Because the RCTs, which investigated the effects of the achieved DBP ranges on the outcomes, were not found using a systematic search, we performed a systematic review of RCTs examining the effects of reducing DBP in CAD patients who were randomized to antihypertensive drugs or placebo. Of note, all seven RCTs we included in our study are included in the meta-analysis by Bangalore et al., as mentioned above [13]. Indeed, the achieved SBP was 126.3 mmHg in the drug-intervention group and 131.5 mmHg in the placebo-control group in our study (Table 1). Our meta-analysis showed that the achievement of a DBP < 80 mmHg was associated with an 11% reduction in coronary revascularization and a 31% reduction in heart failure (Fig. 2). We could not perform a meta-analysis of the effects on renal failure because only the EUROPA trial reported the incidence of renal failure among seven RCTs [18]. An intervention group with a DBP < 75 mmHg, including the four RCTs of CAMELOT-E [17], IMAGINE [19], PART-2 [20] and PEACE [21], was associated with a 22% reduction in heart failure and no increase in total death, cardiovascular death, myocardial infarction, revascularization, or stroke (Fig. 3). Thus, it is important to note that controlling DBP to less than 80 or even 75 mmHg can prevent heart failure in patients with CAD.

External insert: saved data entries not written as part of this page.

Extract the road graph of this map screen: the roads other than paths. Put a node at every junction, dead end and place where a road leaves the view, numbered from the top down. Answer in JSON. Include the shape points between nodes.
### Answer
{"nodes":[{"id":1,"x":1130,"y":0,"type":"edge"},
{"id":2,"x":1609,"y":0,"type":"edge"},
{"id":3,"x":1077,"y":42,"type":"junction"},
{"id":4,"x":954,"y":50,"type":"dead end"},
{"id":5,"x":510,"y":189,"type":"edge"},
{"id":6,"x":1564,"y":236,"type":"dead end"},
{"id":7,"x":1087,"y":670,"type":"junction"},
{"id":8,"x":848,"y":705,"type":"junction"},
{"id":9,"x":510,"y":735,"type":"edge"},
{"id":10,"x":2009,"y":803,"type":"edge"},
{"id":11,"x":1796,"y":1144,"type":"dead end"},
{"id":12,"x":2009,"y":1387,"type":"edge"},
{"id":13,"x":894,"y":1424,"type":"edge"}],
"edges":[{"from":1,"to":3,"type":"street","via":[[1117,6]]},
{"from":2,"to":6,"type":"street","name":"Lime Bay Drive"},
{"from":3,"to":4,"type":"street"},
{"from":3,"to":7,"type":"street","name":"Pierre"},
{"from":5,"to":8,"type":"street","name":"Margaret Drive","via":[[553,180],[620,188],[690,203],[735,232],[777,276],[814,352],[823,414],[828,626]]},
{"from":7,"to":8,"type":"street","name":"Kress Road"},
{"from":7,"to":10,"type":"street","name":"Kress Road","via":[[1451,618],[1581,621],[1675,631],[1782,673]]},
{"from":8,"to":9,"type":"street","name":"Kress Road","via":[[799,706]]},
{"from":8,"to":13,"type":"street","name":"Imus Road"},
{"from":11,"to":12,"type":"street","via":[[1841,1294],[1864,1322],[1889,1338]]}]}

The identified seven RCTs (DBP < 80 mmHg) used calcium-channel blockers and ACE inhibitors in the intervention group, and only ACE inhibitors were used in the four intensive RCTs (DBP < 75 mmHg). This fact might be interesting given that calcium-channel blockers directly dilate the coronary artery while ACE inhibitors can improve autoregulation in the coronary artery [23].

The J-curve phenomenon has been reported, especially in post-hoc analysis and observational studies. Coronary revascularization reduced the rate of primary outcome (all-cause death, nonfatal myocardial infarction or nonfatal stroke) by half in the group achieving DBP < 60 mmHg in the INVEST study [24]. Another post-hoc analysis of the INVEST trial showed that the relation between cardiovascular outcome and DBP was linear in patients with CAD and revascularization by coronary artery bypass grafting (CABG), and the lowest event rates were observed in patients with a DBP of 125/55 mmHg [25]. The authors concluded that a more complete revascularization can attenuate hypoperfusion at a low DBP [25]. Therefore, it seems that severe coronary lesions, which need revascularization, contribute to the increased rate of primary outcome at a low DBP. After total coronary revascularization, there is no reason to hesitate to decrease DBP down to 80 mmHg. Indeed, in the Japan CREDO-Kyoto registry, a DBP ≤ 70 mmHg was not found to be an independent risk factor for cardiovascular death in patients with CAD after revascularization [26]. A higher event rate was not observed in patients older than 75 years, even in those with a DBP < 60 mmHg [27]. Importantly, no RCT has been performed that enables us to evaluate the effect of a DBP less than 70 mmHg in CAD patients. Further RCT studies targeting a DBP less than 70 mmHg are necessary.

Study limitations

None of the trials were designed to compare different DBP target levels. In seven RCTs, calcium antagonists and ACE inhibitors were used. Interestingly, only ACE inhibitors were used in trials that achieved DBP levels <75 mmHg in the intervention group. Thus, we could not compare differences relating to the types of antihypertensive agents used in this meta-analysis.

Conclusions

The present study showed that the achievement of a DBP < 80 mmHg significantly reduces coronary revascularization and heart failure but at the expense of causing hypotension in CAD patients with an achieved SBP < 130 mmHg. We should not hesitate to target SBP down to 130 mmHg in patients with CAD when we observe DBP values of down to 80 mmHg, which are tolerable. Our results can support the targeted DBP of 90 to 80 mmHg, which has been set in the newly published US guidelines [11].